Спектакль прошел хорошо. Небольшой клуб был забит до отказа, прием был прекрасный. Наивные зрители плакали, хохотали, хлопали и подавали ядреные реплики по ходу действия. Произошло тривиальное театральное чудо. Случайно все дивно сошлось — одно к другому: непривычный аншлаг, доброжелательный зритель, гений А. Н. Островского, дорожное приключение, поднявшее со дна актерских душ мучительные раздумья о смысле и бессмыслице жизни, о превратностях театральной судьбы. А главное — возникла важнейшая на театре правда — правда мастерства. Совпали уровни: уровень тех, кто играл, и уровень тех, кого играли. Совпали, так сказать, и профессионально, и человечески. Ложь переплавилась в достоверность. Все, что так раздражало в их спектаклях на стационаре (старомодность, дремучие штампы, ложный пафос, декламация, мелкое, ничтожное каботинство), здесь воспринималось как подлинность, как реальность театрального быта второй половины XIX века. А сквозь эту внешнюю правду мерцала живая актерская душа, невольно прорывалась неподдельная беда продрогших, промокших и перенервничавших людей.

0 Лет через восемь, уже в самом конце 60-х годов, я еще раз споткнулся об эту диковинную актерскую веселость, правда, на этот раз в столичном варианте. Все было приличней, тоньше, может быть, даже изысканнее, но суть была та же самая: веселье у последней черты.

Я ставил тогда спектакль в Центральном театре Советской Армии. Пьеса была хорошая, работа шла легко, и репетиции удавались одна другой лучше. Избалованный удачей, я немного распоясался и на очередной репетиции сделал замечание одному артисту. Артист этот был довольно милый человек — тихий, скромный, мягкий и вроде бы с дарованием. Но репетировал он в самом деле неважно, не то, чтобы плохо, нет, просто — никак. И я прицепился к нему:

— Валентин Васильевич, дорогой, так нельзя!

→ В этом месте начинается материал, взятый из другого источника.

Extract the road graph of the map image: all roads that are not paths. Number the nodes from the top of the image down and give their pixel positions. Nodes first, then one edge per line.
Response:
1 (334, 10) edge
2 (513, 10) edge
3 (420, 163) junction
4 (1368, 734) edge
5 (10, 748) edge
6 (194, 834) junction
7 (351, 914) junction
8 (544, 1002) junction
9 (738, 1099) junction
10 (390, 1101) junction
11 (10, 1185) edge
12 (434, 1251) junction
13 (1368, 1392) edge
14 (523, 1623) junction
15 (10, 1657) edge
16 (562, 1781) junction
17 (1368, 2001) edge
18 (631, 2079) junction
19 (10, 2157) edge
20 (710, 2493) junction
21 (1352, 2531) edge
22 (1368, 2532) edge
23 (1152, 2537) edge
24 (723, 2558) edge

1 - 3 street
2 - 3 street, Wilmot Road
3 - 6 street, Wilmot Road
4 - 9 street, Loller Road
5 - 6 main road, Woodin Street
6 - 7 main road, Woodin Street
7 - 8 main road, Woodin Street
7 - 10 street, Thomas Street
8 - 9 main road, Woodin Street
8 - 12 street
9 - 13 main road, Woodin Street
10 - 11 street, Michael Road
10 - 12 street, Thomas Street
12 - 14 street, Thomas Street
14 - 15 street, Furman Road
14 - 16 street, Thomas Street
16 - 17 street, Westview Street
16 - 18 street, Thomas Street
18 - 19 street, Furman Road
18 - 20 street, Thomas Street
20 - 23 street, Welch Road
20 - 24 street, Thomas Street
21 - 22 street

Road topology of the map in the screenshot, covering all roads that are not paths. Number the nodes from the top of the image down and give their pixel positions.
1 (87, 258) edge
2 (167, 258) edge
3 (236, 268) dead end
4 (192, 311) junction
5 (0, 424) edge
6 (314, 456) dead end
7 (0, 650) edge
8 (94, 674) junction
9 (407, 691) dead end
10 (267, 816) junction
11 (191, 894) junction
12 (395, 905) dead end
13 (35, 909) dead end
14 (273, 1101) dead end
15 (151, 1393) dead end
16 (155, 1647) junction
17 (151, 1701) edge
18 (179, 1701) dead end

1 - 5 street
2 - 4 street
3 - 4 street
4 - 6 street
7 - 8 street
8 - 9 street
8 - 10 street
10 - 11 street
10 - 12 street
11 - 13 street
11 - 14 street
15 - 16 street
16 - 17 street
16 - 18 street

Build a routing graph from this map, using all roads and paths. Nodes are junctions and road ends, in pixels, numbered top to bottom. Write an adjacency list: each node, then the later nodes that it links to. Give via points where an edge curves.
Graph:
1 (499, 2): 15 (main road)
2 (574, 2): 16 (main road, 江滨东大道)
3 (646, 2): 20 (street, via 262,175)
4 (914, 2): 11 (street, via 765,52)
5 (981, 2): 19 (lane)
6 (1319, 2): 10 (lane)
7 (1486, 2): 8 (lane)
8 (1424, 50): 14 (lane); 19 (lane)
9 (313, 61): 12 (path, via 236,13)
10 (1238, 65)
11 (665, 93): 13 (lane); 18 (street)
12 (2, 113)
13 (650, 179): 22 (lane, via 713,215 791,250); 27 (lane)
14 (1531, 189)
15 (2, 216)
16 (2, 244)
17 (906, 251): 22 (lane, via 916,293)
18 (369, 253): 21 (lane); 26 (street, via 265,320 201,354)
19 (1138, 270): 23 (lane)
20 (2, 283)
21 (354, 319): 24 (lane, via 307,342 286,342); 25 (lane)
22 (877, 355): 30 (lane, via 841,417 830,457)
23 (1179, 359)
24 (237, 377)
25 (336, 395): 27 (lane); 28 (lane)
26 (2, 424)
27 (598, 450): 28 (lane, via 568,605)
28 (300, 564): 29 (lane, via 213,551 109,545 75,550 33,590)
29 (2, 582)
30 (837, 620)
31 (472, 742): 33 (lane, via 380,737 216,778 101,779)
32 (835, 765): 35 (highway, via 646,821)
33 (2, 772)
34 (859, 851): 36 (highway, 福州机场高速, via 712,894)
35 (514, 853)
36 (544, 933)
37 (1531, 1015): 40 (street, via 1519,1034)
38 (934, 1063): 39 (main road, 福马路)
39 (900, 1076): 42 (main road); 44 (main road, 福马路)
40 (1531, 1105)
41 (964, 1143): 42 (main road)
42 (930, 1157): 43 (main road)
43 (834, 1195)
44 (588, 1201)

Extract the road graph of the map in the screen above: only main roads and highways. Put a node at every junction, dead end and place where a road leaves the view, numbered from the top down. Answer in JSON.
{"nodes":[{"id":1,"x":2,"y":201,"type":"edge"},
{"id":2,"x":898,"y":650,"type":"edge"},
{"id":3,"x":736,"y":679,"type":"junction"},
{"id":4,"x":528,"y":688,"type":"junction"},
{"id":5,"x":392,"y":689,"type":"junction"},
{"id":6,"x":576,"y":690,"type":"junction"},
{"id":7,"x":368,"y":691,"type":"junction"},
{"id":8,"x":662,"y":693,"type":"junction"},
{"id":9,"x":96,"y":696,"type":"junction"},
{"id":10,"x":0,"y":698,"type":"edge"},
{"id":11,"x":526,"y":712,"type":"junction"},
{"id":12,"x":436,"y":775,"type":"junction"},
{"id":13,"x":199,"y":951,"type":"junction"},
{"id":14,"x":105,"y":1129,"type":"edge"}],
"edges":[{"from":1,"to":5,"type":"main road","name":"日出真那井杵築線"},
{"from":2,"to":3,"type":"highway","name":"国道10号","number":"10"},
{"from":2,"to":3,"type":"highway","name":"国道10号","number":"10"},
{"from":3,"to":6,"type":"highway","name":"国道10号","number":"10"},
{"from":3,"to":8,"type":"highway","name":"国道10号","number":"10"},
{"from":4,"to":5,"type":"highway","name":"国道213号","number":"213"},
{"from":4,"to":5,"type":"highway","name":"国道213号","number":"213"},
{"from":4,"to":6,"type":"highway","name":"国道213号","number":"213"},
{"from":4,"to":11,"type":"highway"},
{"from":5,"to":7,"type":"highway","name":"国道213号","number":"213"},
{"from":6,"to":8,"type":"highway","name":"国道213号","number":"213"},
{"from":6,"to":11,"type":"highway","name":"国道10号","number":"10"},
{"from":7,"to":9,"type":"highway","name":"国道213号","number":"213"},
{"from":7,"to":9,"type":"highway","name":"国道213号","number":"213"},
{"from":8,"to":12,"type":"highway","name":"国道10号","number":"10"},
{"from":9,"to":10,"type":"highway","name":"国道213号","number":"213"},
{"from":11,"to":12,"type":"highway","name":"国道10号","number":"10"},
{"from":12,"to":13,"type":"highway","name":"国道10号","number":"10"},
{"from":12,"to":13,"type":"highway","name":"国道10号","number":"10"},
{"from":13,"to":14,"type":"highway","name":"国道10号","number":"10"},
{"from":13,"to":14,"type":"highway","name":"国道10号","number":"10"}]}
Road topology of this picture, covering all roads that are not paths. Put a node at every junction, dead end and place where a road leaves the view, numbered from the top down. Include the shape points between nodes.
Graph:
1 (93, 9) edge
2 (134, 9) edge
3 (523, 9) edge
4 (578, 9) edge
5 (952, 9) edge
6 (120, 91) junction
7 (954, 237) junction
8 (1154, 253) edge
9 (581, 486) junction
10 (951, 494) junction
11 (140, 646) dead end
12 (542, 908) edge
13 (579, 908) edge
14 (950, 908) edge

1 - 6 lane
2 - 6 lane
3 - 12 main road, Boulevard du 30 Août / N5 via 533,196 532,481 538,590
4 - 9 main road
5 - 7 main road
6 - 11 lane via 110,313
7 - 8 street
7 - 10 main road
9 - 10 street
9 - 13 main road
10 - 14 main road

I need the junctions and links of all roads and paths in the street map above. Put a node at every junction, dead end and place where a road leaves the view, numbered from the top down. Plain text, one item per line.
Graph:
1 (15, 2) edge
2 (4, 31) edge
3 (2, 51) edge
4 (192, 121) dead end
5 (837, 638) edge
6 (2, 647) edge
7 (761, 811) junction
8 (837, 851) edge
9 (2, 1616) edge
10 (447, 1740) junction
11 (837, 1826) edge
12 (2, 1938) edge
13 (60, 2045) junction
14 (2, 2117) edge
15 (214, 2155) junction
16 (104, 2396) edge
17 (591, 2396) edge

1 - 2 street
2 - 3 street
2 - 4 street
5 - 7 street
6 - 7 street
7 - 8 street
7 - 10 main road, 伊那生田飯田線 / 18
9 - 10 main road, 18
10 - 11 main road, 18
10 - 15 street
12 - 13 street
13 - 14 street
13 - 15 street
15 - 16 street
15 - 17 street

Нужно же готовиться к репетиции, причем к каждой репетиции — это элементарно. Нужно работать дома над своей ролью, иначе — халтура. Вам должно быть стыдно! Хоть бы текст выучили...

Он гневно перебил меня:

— А мне, представьте, нисколько не стыдно! — на меня в упор, не мигая, глядели  возмущенные и ненавидящие глаза. — Да, я не работаю дома и работать не буду! Не собираюсь!!

?

—Вы не имеете право меня упрекать! Что вы знаете обо мне? Знаете, что ли, как я живу? — он еле сдерживался, чтобы не закричать.

— Я работаю в этом театре восемнадцать лет, мне тридцать девять, а я получаю восемьдесят рэ в месяц. Всего восемьдесят! Это курам на смех. А у меня на шее двое детей, жена не работает... и больная теща! — Он перешел на визг, тряслись руки, дрожали губы, приближалась истерика.

— Как я живу?! Как мы живем?! Не знаю, как мы еще живем...

Его партнер, толстый, большой добряк, что-то шептал ему на ухо, обняв сзади и поглаживая друга огромными лапами. Я слышал только "Валя, перестань, Валя, не надо". Но бедный артист не мог успокоиться.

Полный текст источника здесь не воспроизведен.